Alberto Barrantes C.. 29 julio
Enseñar empatía desde la niñez es preparar a las nuevas generaciones para uno de los principales desafíos de la globalización: cómo vivir juntos, en una sociedad cada vez más diversa.
Enseñar empatía desde la niñez es preparar a las nuevas generaciones para uno de los principales desafíos de la globalización: cómo vivir juntos, en una sociedad cada vez más diversa.

Fraternidad y empatía son conceptos ausentes en la mayoría de currículos de Primaria de  América Latina. La capacidad de ponerse en los “zapatos de otros” no se está enseñando en las escuelas de la región, según revela un reciente análisis curricular publicado por del Laboratorio Latinoamericano de Evaluación de la Calidad de la Educación (LLECE) de la Unesco. 

El reporte titulado ¿Qué se espera que aprendan los estudiantes de América Latina y el Caribe? (2020)  puntualiza que la fraternidad, la empatía, la felicidad y el conocimiento del mundo son ejes temáticos ausentes en más de la mitad de los países de la región, incluida Costa Rica. “Este hallazgo preocupa dado que estos  temas ayudan a abordar uno de los principales desafíos de la globalización, acentuado por la pandemia: cómo vivir juntos”, enfatiza el informe. 

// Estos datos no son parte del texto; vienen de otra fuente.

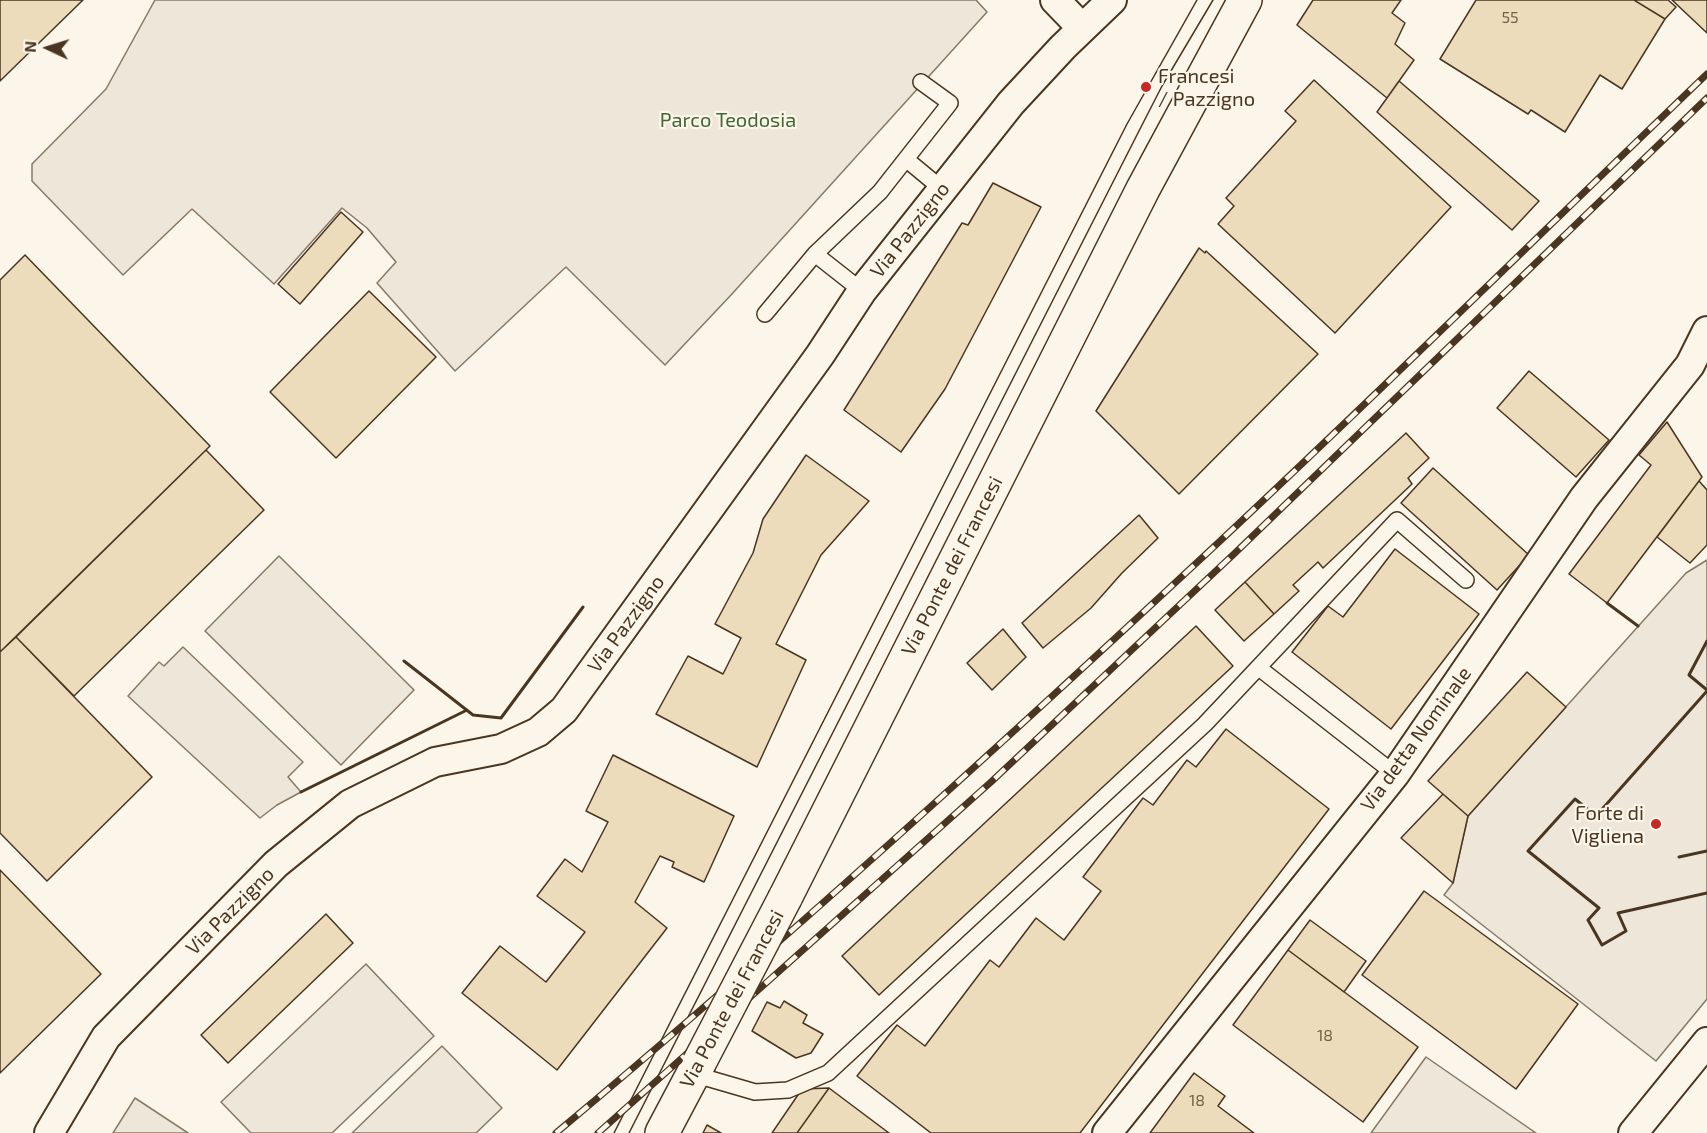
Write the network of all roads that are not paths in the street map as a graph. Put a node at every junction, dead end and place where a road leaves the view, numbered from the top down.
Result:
1 (1055, 0) edge
2 (1112, 0) edge
3 (1245, 0) edge
4 (1082, 28) junction
5 (921, 82) dead end
6 (907, 160) junction
7 (942, 189) junction
8 (815, 254) junction
9 (862, 291) junction
10 (765, 314) dead end
11 (1707, 331) edge
12 (1466, 580) dead end
13 (1259, 668) junction
14 (1395, 774) junction
15 (1707, 1042) edge
16 (696, 1068) junction
17 (49, 1133) edge
18 (662, 1133) edge
19 (1107, 1133) edge
20 (1633, 1133) edge

1 - 4 street
2 - 4 street, Via Pazzigno
3 - 16 main road, Via Ponte dei Francesi, bridge
4 - 7 street, Via Pazzigno
5 - 6 lane
6 - 7 lane
6 - 8 lane
7 - 9 street, Via Pazzigno
8 - 9 lane
8 - 10 lane
9 - 17 street, Via Pazzigno
11 - 14 street, Via detta Nominale
12 - 13 lane
13 - 14 lane
13 - 16 lane
14 - 19 street, Via detta Nominale
15 - 20 street
16 - 18 main road, Via Ponte dei Francesi

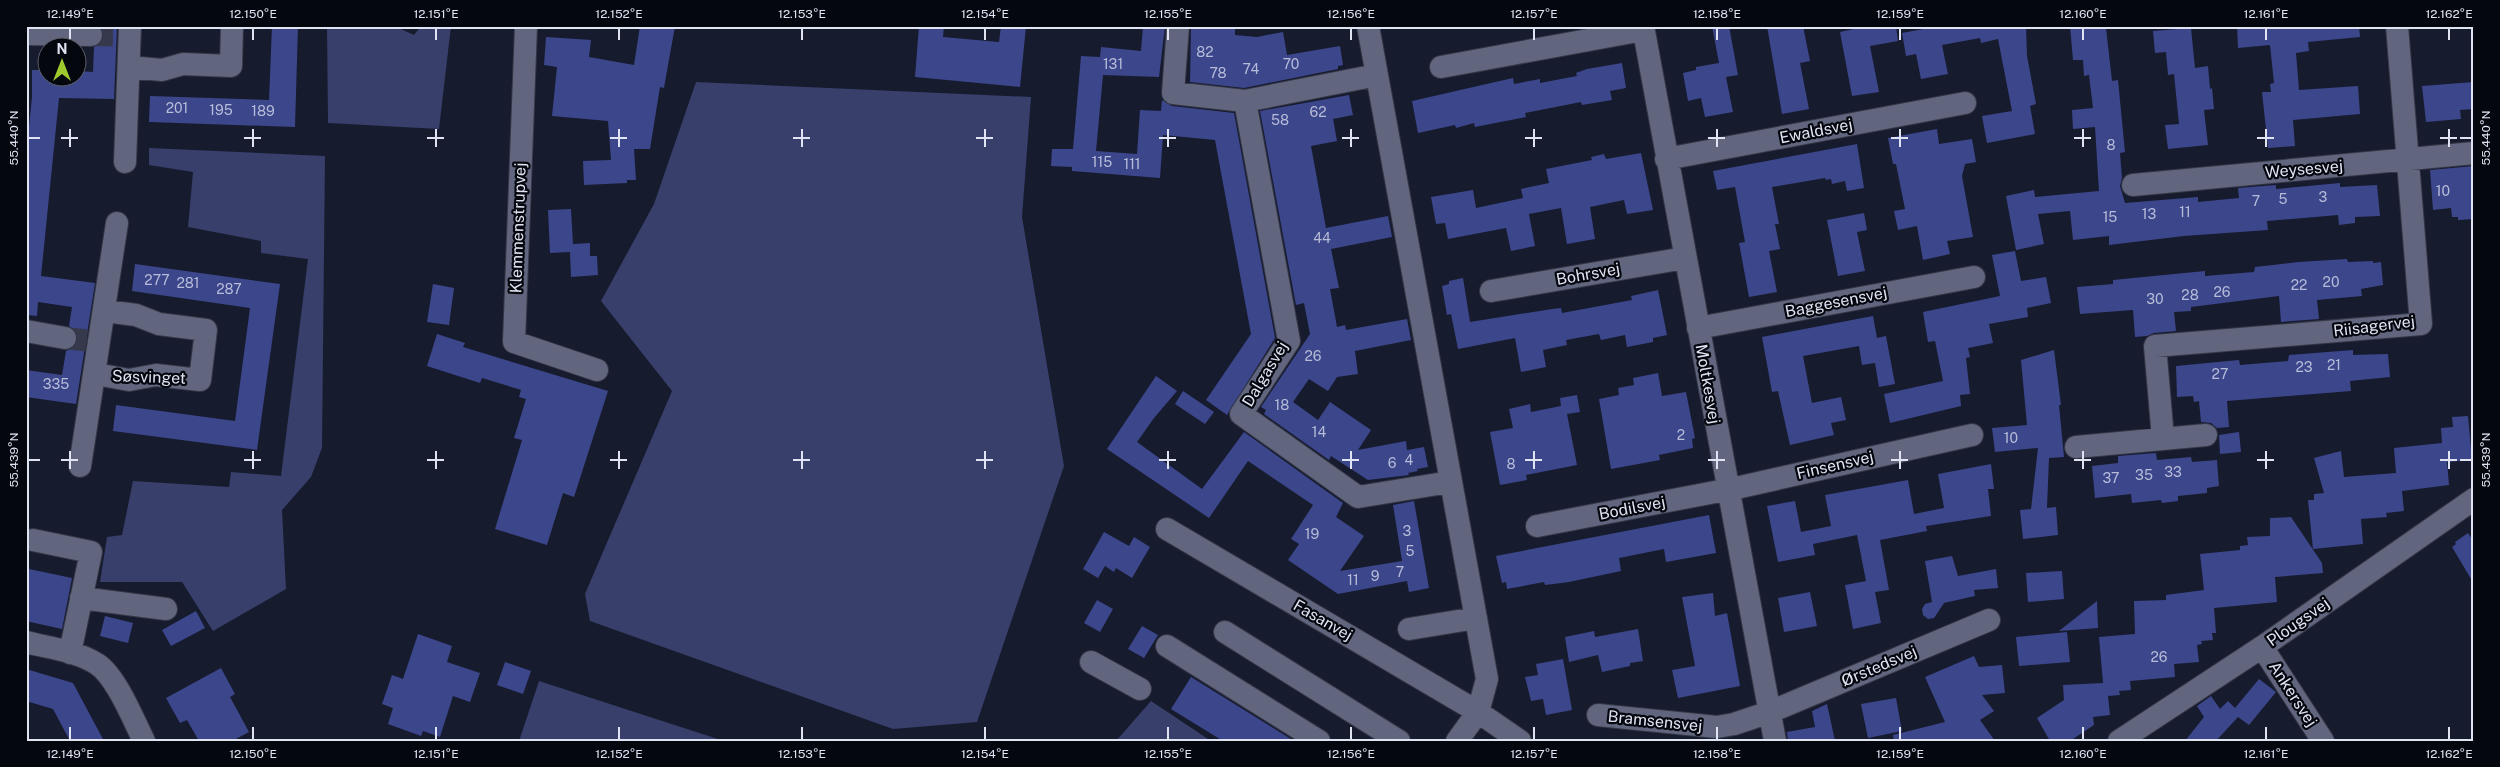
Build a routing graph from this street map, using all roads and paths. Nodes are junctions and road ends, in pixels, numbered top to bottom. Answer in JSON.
{"nodes":[{"id":1,"x":130,"y":26,"type":"edge"},
{"id":2,"x":232,"y":26,"type":"edge"},
{"id":3,"x":526,"y":26,"type":"edge"},
{"id":4,"x":1178,"y":26,"type":"edge"},
{"id":5,"x":1368,"y":26,"type":"edge"},
{"id":6,"x":2397,"y":26,"type":"edge"},
{"id":7,"x":1643,"y":28,"type":"edge"},
{"id":8,"x":26,"y":34,"type":"edge"},
{"id":9,"x":91,"y":35,"type":"tunnel mouth"},
{"id":10,"x":129,"y":67,"type":"junction"},
{"id":11,"x":1441,"y":67,"type":"dead end"},
{"id":12,"x":1378,"y":75,"type":"junction"},
{"id":13,"x":1245,"y":101,"type":"junction"},
{"id":14,"x":1966,"y":103,"type":"dead end"},
{"id":15,"x":2474,"y":153,"type":"edge"},
{"id":16,"x":2408,"y":159,"type":"junction"},
{"id":17,"x":1666,"y":160,"type":"junction"},
{"id":18,"x":125,"y":162,"type":"dead end"},
{"id":19,"x":2133,"y":185,"type":"dead end"},
{"id":20,"x":118,"y":223,"type":"dead end"},
{"id":21,"x":1685,"y":258,"type":"junction"},
{"id":22,"x":1974,"y":277,"type":"dead end"},
{"id":23,"x":1491,"y":291,"type":"dead end"},
{"id":24,"x":105,"y":311,"type":"junction"},
{"id":25,"x":1698,"y":328,"type":"junction"},
{"id":26,"x":26,"y":332,"type":"edge"},
{"id":27,"x":65,"y":338,"type":"tunnel mouth"},
{"id":28,"x":597,"y":370,"type":"dead end"},
{"id":29,"x":96,"y":374,"type":"junction"},
{"id":30,"x":1972,"y":435,"type":"dead end"},
{"id":31,"x":2206,"y":435,"type":"dead end"},
{"id":32,"x":2163,"y":438,"type":"junction"},
{"id":33,"x":2076,"y":447,"type":"dead end"},
{"id":34,"x":80,"y":466,"type":"dead end"},
{"id":35,"x":1450,"y":482,"type":"junction"},
{"id":36,"x":1728,"y":490,"type":"junction"},
{"id":37,"x":2474,"y":499,"type":"edge"},
{"id":38,"x":1537,"y":526,"type":"dead end"},
{"id":39,"x":1167,"y":529,"type":"dead end"},
{"id":40,"x":33,"y":540,"type":"dead end"},
{"id":41,"x":81,"y":598,"type":"junction"},
{"id":42,"x":166,"y":609,"type":"dead end"},
{"id":43,"x":1476,"y":618,"type":"junction"},
{"id":44,"x":1989,"y":620,"type":"dead end"},
{"id":45,"x":1409,"y":628,"type":"dead end"},
{"id":46,"x":1225,"y":632,"type":"dead end"},
{"id":47,"x":26,"y":642,"type":"edge"},
{"id":48,"x":1167,"y":646,"type":"dead end"},
{"id":49,"x":2262,"y":647,"type":"junction"},
{"id":50,"x":70,"y":653,"type":"junction"},
{"id":51,"x":1091,"y":662,"type":"dead end"},
{"id":52,"x":1140,"y":689,"type":"dead end"},
{"id":53,"x":1478,"y":712,"type":"junction"},
{"id":54,"x":1770,"y":712,"type":"junction"},
{"id":55,"x":1598,"y":715,"type":"dead end"},
{"id":56,"x":144,"y":741,"type":"edge"},
{"id":57,"x":1319,"y":741,"type":"edge"},
{"id":58,"x":1399,"y":741,"type":"edge"},
{"id":59,"x":1457,"y":741,"type":"edge"},
{"id":60,"x":1520,"y":741,"type":"edge"},
{"id":61,"x":1775,"y":741,"type":"edge"},
{"id":62,"x":2119,"y":741,"type":"edge"},
{"id":63,"x":2323,"y":741,"type":"edge"}],
"edges":[{"from":1,"to":10,"type":"street"},
{"from":2,"to":10,"type":"street"},
{"from":3,"to":28,"type":"street","name":"Klemmenstrupvej"},
{"from":4,"to":13,"type":"street"},
{"from":5,"to":12,"type":"street"},
{"from":6,"to":16,"type":"street","name":"Riisagervej"},
{"from":7,"to":11,"type":"street"},
{"from":7,"to":17,"type":"street","name":"Moltkesvej"},
{"from":8,"to":9,"type":"street"},
{"from":10,"to":18,"type":"street"},
{"from":12,"to":13,"type":"street"},
{"from":12,"to":35,"type":"street"},
{"from":13,"to":35,"type":"street","name":"Dalgasvej"},
{"from":14,"to":17,"type":"street","name":"Ewaldsvej"},
{"from":15,"to":16,"type":"street","name":"Weysesvej"},
{"from":16,"to":19,"type":"street","name":"Weysesvej"},
{"from":16,"to":32,"type":"street","name":"Riisagervej"},
{"from":17,"to":21,"type":"street","name":"Moltkesvej"},
{"from":20,"to":24,"type":"street","name":"Søsvinget"},
{"from":21,"to":23,"type":"street","name":"Bohrsvej"},
{"from":21,"to":25,"type":"street","name":"Moltkesvej"},
{"from":22,"to":25,"type":"street","name":"Baggesensvej"},
{"from":24,"to":29,"type":"street","name":"Søsvinget"},
{"from":24,"to":29,"type":"street","name":"Søsvinget"},
{"from":25,"to":36,"type":"street","name":"Moltkesvej"},
{"from":26,"to":27,"type":"street"},
{"from":29,"to":34,"type":"street","name":"Søsvinget"},
{"from":30,"to":36,"type":"street","name":"Finsensvej"},
{"from":31,"to":32,"type":"street"},
{"from":32,"to":33,"type":"street"},
{"from":35,"to":43,"type":"street"},
{"from":36,"to":38,"type":"street","name":"Bodilsvej"},
{"from":36,"to":54,"type":"street","name":"Moltkesvej"},
{"from":37,"to":49,"type":"street","name":"Plougsvej"},
{"from":39,"to":53,"type":"street","name":"Fasanvej"},
{"from":40,"to":41,"type":"street"},
{"from":41,"to":42,"type":"street"},
{"from":41,"to":50,"type":"street"},
{"from":43,"to":45,"type":"street"},
{"from":43,"to":53,"type":"street"},
{"from":44,"to":54,"type":"street","name":"Ørstedsvej"},
{"from":46,"to":58,"type":"street"},
{"from":47,"to":50,"type":"street"},
{"from":48,"to":57,"type":"street"},
{"from":49,"to":62,"type":"street","name":"Plougsvej"},
{"from":49,"to":63,"type":"street","name":"Ankersvej"},
{"from":50,"to":56,"type":"street"},
{"from":51,"to":52,"type":"street"},
{"from":53,"to":59,"type":"street"},
{"from":53,"to":60,"type":"street","name":"Fasanvej"},
{"from":54,"to":55,"type":"street","name":"Bramsensvej"},
{"from":54,"to":61,"type":"street","name":"Moltkesvej"}]}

La empatía se debe cultivar, educar y promover desde la primera infancia para fomentar conciencia de la responsabilidad que cada uno tiene con las otras personas. Muchos adultos de hoy necesitan un curso intensivo sobre este tema, para que no minimicen las muertes que provoca la covid-19, ni caigan en el ridículo de cuestionar la existencia de la pandemia. 

Si se quiere cambiar el mundo, hay que empezar por las aulas y desde la niñez. En palabras del coordinador de este análisis regional de la Unesco, Carlos Henríquez, “la escuela es uno de los principales agentes socializadores, por eso se deben garantizar oportunidades en el currículo de desarrollar conductas integradoras, como reconocer la diversidad, adquirir valores como la empatía y la fraternidad, y conocer problemas mundiales”. 

Del concepto a la práctica

El estudio tiene el propósito de que cada país valore de qué manera está aportando las herramientas necesarias para que sus estudiantes puedan desenvolverse académica y socioemocionalmente como ciudadanos del siglo XXI, en una sociedad cada vez más diversa.

¿Por qué enseñar empatía? El maestro español César Bona lo responde muy bien:  “Nuestro sistema educativo tiene una responsabilidad social. Tiene el compromiso de ofrecer al mundo niñas y niños hábiles en convivencia, en resolución de problemas, en empatía, en inteligencia emocional, en proactividad”. Pensemos cuántos comentarios xenófobos y racistas se evitarían con una educación que desde la infancia trabaje en concientizar el respeto hacia los demás, que valore la diversidad y el fomento de una convivencia en armonía y pacífica. 

Para Bona “la empatía es un juego que hay que practicar a diario, sin que  eso implique alejarse de lo que uno es, sino acercarse a lo que otra persona es y lo que siente. El día que consideremos la diversidad como un valor y no como un inconveniente habremos dado un paso importante en favor de la sociedad”. 

La empatía implica enseñar desde la niñez el valor de la diversidad, explicándole al niño que aún dentro del grupo más pequeño, todas las personas somos diferentes y que no existen estándares que sean mejores que otros. 

La educación para la diversidad le enseña al niño que no hay por qué forzar a que los demás piensen y actúen como él, sino que se debe ser capaz de ser empático, asertivo, compasivo, de mostrar respeto mutuo, de comunicarse y de desarrollar una verdadera inclusión, desde la infancia. No porque sean niños tienen el derecho de burlarse o maltratar a otra persona. 

La empatía urge aún más en estos tiempos convulsos. La burla y el maltrato evidencian la construcción de estereotipos, que  normalizan la violencia con los años. Esos prejuicios, tan presentes en nuestras redes sociales digitales y en las calles, y desde la niñez, limitan la libertad de pensamiento y como dice Maya Angelou “representan una carga que confunde el pasado, amenaza el futuro y hace inaccesible el presente”. 

El verdadero cambio educativo en favor de la empatía y la pluralidad ocurrirá cuando en aulas y hogares se generen más preguntas que permitan cuestionar el entorno en que habitamos, desestructurando los estereotipos y poniendo en evidencia a quien maltrata y discrimina, para también comprenderlo y corregir con inteligencia emocional los daños que arrastra.